Though the volume of returns was a sign of confidence in the new government, the scale of the challenges facing the country quickly became evident. In addition to the myriad state-building tasks on its plate, Afghanistan was now faced with reintegrating massive numbers of refugees. Many returnees lacked land after decades in exile, or returned to find their properties destroyed or appropriated in their absence. Meanwhile, many chose to relocate to urban areas in order to access urban labor markets and continue the lifestyles they had known in exile, substantially swelling the size of Afghan cities. Existing labor markets quickly became saturated and public services, where they existed, inevitably came under strain.

By the end of 2004, more than 3 million registered refugees had returned, and the government acknowledged the need to facilitate their reintegration.
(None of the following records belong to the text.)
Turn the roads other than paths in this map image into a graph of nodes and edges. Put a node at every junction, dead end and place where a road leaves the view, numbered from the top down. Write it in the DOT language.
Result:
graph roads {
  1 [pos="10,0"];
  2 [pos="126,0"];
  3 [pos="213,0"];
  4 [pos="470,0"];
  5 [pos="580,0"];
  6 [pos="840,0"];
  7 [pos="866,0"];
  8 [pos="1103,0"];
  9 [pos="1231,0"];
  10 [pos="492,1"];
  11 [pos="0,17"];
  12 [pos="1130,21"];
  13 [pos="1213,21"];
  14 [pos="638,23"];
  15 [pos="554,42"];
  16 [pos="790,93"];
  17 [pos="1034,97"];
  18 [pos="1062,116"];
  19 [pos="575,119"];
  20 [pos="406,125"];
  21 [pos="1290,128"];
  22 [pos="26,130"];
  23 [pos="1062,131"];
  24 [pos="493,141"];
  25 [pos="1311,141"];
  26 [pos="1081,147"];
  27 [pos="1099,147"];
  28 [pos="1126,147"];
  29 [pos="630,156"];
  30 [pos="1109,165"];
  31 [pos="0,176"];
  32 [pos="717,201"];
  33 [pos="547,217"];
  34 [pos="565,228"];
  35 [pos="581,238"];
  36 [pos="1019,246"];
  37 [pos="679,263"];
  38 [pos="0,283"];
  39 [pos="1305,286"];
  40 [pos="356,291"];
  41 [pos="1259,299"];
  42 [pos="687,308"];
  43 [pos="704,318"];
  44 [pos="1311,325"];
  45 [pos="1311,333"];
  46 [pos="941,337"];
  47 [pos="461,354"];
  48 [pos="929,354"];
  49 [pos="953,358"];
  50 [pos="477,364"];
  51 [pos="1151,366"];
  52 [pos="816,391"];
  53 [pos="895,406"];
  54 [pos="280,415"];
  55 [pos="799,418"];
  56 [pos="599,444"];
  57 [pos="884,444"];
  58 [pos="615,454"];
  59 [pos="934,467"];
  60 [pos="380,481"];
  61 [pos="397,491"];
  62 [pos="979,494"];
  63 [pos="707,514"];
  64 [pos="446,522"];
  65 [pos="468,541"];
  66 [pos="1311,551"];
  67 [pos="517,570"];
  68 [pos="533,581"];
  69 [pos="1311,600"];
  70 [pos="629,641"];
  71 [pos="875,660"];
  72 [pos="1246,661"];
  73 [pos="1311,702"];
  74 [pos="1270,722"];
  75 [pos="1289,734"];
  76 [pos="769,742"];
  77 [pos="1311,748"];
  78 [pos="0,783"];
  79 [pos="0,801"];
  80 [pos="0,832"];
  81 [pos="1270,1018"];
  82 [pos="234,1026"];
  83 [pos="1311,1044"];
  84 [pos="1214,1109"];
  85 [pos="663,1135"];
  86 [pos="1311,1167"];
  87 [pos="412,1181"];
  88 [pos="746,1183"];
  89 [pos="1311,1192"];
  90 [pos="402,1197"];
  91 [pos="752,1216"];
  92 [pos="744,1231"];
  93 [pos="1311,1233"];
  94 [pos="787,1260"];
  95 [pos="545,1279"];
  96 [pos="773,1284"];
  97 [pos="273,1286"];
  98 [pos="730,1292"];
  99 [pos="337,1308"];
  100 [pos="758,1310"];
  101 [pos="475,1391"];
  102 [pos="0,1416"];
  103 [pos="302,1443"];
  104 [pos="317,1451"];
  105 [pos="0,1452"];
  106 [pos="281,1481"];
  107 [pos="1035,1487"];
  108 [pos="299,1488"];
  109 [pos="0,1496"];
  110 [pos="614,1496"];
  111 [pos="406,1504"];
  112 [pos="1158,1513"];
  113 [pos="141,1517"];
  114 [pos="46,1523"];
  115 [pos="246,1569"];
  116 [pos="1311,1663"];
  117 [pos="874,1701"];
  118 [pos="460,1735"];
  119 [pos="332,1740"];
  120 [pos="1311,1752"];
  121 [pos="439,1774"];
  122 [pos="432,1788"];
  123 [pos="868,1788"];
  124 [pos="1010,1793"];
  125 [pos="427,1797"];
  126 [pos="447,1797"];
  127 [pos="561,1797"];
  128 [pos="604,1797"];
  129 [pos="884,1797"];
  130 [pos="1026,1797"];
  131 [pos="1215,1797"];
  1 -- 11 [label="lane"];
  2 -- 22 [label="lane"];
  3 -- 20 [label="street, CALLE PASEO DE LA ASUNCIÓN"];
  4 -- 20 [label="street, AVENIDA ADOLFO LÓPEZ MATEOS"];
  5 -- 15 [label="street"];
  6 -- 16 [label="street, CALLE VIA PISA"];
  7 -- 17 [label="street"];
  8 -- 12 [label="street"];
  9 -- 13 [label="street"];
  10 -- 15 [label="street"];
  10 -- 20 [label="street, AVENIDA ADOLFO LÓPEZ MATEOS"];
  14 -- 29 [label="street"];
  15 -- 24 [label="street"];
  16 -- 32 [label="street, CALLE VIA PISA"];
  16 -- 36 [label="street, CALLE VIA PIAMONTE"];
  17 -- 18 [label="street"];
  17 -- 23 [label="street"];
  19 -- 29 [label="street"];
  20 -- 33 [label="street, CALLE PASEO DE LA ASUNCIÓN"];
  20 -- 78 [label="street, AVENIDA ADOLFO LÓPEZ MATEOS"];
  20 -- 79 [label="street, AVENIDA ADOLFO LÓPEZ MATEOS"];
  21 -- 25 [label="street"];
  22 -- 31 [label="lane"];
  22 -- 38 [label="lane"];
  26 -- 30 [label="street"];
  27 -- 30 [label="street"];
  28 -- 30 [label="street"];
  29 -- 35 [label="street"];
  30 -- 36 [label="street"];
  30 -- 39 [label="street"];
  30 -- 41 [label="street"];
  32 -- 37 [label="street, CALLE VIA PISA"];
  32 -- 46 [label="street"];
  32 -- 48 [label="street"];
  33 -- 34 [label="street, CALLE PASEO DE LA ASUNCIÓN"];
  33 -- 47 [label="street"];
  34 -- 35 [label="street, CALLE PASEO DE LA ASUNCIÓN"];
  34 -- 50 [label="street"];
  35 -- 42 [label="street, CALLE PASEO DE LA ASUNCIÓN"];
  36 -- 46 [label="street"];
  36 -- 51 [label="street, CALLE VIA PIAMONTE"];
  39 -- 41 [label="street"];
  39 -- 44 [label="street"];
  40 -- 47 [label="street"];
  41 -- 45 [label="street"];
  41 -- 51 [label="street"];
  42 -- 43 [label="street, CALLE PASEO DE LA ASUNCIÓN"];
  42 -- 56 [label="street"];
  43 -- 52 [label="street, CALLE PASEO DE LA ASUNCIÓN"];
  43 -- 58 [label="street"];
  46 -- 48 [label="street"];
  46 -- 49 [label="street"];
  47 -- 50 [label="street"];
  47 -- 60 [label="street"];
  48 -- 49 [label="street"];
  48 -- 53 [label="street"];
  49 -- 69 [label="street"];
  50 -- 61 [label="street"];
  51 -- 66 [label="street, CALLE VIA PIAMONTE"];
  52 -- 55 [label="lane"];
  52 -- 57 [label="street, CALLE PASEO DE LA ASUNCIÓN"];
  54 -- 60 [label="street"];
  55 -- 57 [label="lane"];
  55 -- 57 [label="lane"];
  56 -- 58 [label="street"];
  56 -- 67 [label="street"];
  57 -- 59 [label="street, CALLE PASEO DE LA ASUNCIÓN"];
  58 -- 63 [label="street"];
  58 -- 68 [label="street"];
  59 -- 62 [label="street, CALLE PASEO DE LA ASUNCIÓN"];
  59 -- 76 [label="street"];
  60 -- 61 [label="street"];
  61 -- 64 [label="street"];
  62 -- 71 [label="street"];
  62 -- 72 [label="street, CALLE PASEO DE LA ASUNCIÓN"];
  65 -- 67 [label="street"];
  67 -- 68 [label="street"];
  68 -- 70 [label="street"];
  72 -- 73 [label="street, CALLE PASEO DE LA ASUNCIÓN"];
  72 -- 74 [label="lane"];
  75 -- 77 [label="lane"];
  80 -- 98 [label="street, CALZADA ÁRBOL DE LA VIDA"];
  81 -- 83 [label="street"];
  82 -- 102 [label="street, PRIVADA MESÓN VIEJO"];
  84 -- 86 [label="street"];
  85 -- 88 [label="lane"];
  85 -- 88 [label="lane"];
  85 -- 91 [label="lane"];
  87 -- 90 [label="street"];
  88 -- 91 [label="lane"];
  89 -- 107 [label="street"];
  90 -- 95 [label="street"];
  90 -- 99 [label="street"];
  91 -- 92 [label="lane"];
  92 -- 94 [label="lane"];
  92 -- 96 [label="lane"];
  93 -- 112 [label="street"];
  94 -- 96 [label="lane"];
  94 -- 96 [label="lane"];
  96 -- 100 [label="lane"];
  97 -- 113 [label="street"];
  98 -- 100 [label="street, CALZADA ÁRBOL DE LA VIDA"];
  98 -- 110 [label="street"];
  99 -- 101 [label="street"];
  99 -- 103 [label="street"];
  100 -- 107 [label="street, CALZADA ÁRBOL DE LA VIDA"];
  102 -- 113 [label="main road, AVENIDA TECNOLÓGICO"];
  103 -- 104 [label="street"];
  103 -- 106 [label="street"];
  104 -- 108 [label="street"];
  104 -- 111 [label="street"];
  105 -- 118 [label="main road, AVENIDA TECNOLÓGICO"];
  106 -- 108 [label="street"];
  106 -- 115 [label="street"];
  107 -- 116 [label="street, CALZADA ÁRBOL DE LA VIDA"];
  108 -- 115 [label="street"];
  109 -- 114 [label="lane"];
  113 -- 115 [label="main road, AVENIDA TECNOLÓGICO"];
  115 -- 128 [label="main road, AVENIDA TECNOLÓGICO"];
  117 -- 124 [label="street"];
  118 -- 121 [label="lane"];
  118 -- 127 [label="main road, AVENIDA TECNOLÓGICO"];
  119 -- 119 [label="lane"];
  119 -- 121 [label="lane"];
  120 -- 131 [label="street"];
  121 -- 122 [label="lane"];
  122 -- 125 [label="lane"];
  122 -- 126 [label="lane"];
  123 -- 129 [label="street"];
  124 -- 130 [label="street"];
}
To accomplish this, it created the Land Allocation Scheme to provide unused government land to returning refugees and, in theory if not in practice, to IDPs. The plan was signed into law by presidential decree in 2005.

Under the Ministry of Refugees and Repatriation (MoRR), one of the weakest ministries of the government, the scheme suffered from poor planning and endemic corruption. Aside from problems selecting beneficiaries, most sites were located on barren land far from urban centers, and as such were not economically viable. Unable to eke out a living in the designated areas, most returnees given plots abandoned them, many heading to informal settlements within cities.

Other initiatives spearheaded by UN agencies and NGOs have been more successful. For example, UNHCR’s shelter program provided building materials to more than 220,000 returnee families between 2002 and 2011. However, meeting the needs of vulnerable populations within Afghanistan is complicated by overlapping governmental and organizational mandates, and by the blurred, often invisible, distinctions between categories of people. While UNHCR is responsible for refugees and refugee returnees, IOM leads on unregistered returnees and natural disaster IDPs, and the Protection Cluster, under the overall management of the UN Office for the Coordination of Humanitarian Affairs (OCHA), coordinates assistance to conflict-affected IDPs. The agencies are not equal in terms of budgets and institutional power, and the inevitable risk is that the populations championed by the most powerful actors—rather than the most vulnerable—receive the most support.

Nor have the agencies always worked well together. The most notable example of interagency dysfunction occurred when nearly 250,000 Pakistani refugees fleeing conflict crossed into the Afghan provinces of Khost and Paktika in 2014. Finding these Pakistani humanitarian migrants mixed in among IDPs and ordinary Afghans, UNHCR and OCHA initially clashed over how best to coordinate the response. For many observers, these disagreements reflected negatively on both organizations and detracted attention from more pressing topics. As of June 2017 an estimated 125,000 Pakistani refugees remain in Afghanistan, the majority of whom are living among the wider Afghan civilian population rather than in camps.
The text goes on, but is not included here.